I have an Endoscopy scheduled for October 1st, to make sure something else isn’t causing my nausea other than acid reflux, or after-effects of COVID-19. On October 7th, I will be having an MRI of my head, to check further to see why I might be having the body numbness. I hope to find out what is causing my remaining issues: numbness, pain, and nausea, and am hopeful that someone will give me the good news that there is an "end in sight" regarding these remaining after-effects.

Due to contracting the Coronavirus, I was not able to go to work for almost 4 months.
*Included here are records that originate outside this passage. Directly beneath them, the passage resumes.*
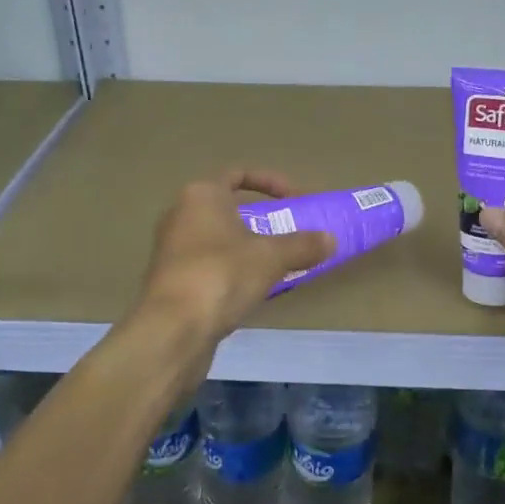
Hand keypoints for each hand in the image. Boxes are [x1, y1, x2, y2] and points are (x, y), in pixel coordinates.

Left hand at [135, 169, 333, 353]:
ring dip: (250, 249)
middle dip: (263, 220)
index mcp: (201, 195)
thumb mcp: (271, 257)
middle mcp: (181, 215)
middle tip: (291, 235)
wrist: (173, 329)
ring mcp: (173, 250)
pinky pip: (212, 266)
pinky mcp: (173, 281)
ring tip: (279, 266)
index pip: (239, 174)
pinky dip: (234, 272)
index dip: (272, 183)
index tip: (298, 201)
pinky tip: (255, 291)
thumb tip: (331, 239)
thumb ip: (303, 245)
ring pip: (221, 240)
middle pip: (230, 209)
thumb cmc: (222, 275)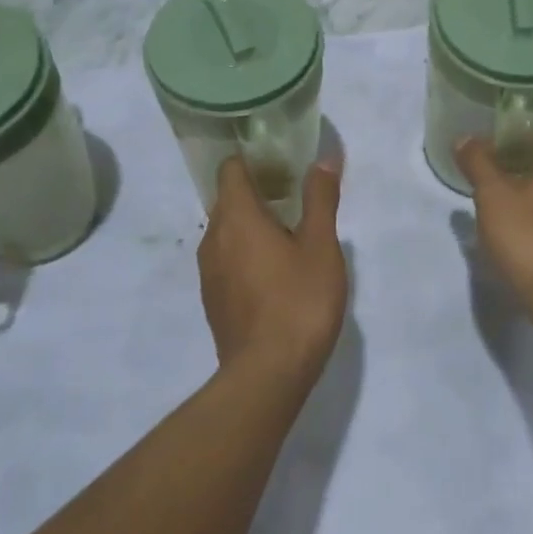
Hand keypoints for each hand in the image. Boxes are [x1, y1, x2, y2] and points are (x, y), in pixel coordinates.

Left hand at [199, 155, 347, 382]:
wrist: (267, 375)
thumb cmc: (298, 302)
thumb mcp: (321, 246)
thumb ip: (320, 199)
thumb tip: (323, 158)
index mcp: (236, 217)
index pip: (230, 169)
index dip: (253, 160)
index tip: (281, 164)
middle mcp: (213, 238)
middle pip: (228, 199)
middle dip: (258, 192)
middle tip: (294, 197)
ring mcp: (209, 272)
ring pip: (227, 232)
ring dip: (252, 225)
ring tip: (289, 234)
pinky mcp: (213, 300)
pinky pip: (227, 260)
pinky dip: (246, 254)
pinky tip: (276, 273)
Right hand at [457, 127, 532, 302]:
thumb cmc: (530, 235)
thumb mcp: (493, 195)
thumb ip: (478, 162)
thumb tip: (466, 138)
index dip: (519, 126)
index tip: (492, 132)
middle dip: (522, 156)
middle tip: (488, 160)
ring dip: (530, 185)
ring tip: (497, 192)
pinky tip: (516, 224)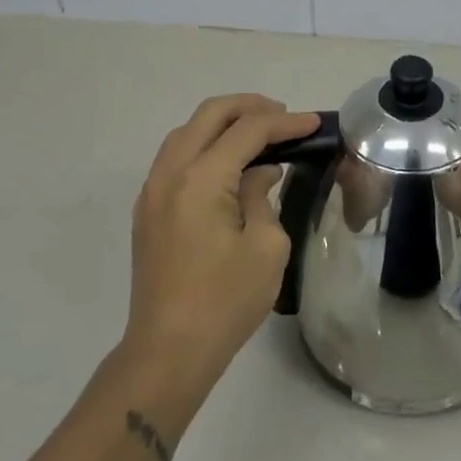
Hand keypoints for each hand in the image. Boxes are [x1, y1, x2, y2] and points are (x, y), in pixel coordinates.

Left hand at [119, 95, 319, 422]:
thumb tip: (259, 173)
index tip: (313, 123)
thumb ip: (263, 196)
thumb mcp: (265, 247)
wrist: (167, 352)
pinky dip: (204, 145)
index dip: (284, 123)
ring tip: (258, 134)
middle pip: (210, 115)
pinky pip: (176, 157)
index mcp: (201, 179)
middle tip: (284, 117)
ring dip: (223, 123)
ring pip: (187, 132)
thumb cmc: (225, 302)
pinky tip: (228, 163)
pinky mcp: (148, 211)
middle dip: (249, 107)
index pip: (247, 131)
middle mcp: (170, 173)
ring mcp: (152, 191)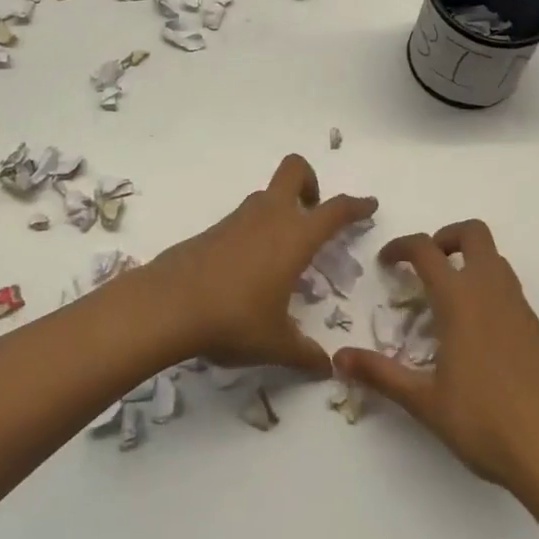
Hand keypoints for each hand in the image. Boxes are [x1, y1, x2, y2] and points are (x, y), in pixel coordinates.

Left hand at [148, 154, 375, 377]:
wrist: (169, 304)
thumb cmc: (234, 319)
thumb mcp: (276, 343)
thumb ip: (305, 354)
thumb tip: (326, 368)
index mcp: (294, 237)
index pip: (335, 210)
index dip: (356, 205)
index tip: (369, 204)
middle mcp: (269, 217)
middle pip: (294, 169)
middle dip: (310, 180)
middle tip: (313, 212)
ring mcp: (238, 218)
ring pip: (267, 194)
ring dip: (281, 208)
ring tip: (283, 253)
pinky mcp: (214, 229)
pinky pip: (244, 218)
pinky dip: (256, 230)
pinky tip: (250, 269)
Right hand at [335, 221, 538, 496]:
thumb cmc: (487, 424)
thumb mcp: (426, 402)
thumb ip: (382, 375)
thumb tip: (340, 358)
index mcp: (461, 299)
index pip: (426, 249)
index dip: (401, 246)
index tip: (386, 262)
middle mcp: (492, 291)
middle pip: (473, 234)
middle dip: (446, 237)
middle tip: (426, 266)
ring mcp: (521, 309)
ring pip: (495, 259)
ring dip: (469, 262)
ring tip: (447, 300)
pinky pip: (509, 289)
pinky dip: (488, 290)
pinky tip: (477, 335)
My previous employer had found a replacement for me, which made me very sad. In my work, you get very close to some of the residents, and they become like family. Knowing that I would be spending time with them and seeing them every week is why I love the work that I do. I miss my favorite residents there and am sad to not see them anymore; once I started to get more energy and find that I could do things around the house more, I joined another nursing home, doing the same work.

I was sick for 3.5, close to 4 months, from a COVID-19 infection; although my experience is mild compared to others that I know and hear about, the worst symptoms for me were the chronic GI issues and nausea. Over the past 3 months, I've lost track of the weeks..... they are a blur and I barely remember them.

My advice to those who have not gotten COVID is to of course try to avoid getting it if possible. Take the guidelines our Governor puts in place seriously. COVID-19 CAN HAPPEN TO ANYONE... Wear a mask and social distance when possible.

I’m thankful for the friends and family who checked on me daily, did errands for me, and got the stuff my husband and I needed. I’m thankful for my husband who’s helped me in any way needed after he recovered. He was out of work for 3 weeks. I hope next summer we can have more of a summer and are actually able to do things we enjoy. We feel like we spent most of the summer recovering.

We are blessed that it wasn't worse and are grateful that we can be here to tell our story. We realize that not everyone during this pandemic will be able to say that.

Me, on a sunny day Post-COVID,

taking a selfie & masking up, in a beautiful Sunflower field.

My dad, Jamie, and I on my special day.

My "Auntie Rock" (Roxanne) and I - GO PATRIOTS!!

Steve and I enjoying a night out PRE-COVID, in Providence, Rhode Island, enjoying their "Water Fire Providence" event.

My beautiful mom, Diana and I, on my wedding day.

We are grateful to my husband's family for checking on us and helping us too!

Those that I love the most, sharing our special day with us.... many of these loved ones were the ones helping us get through the times that we felt most ill.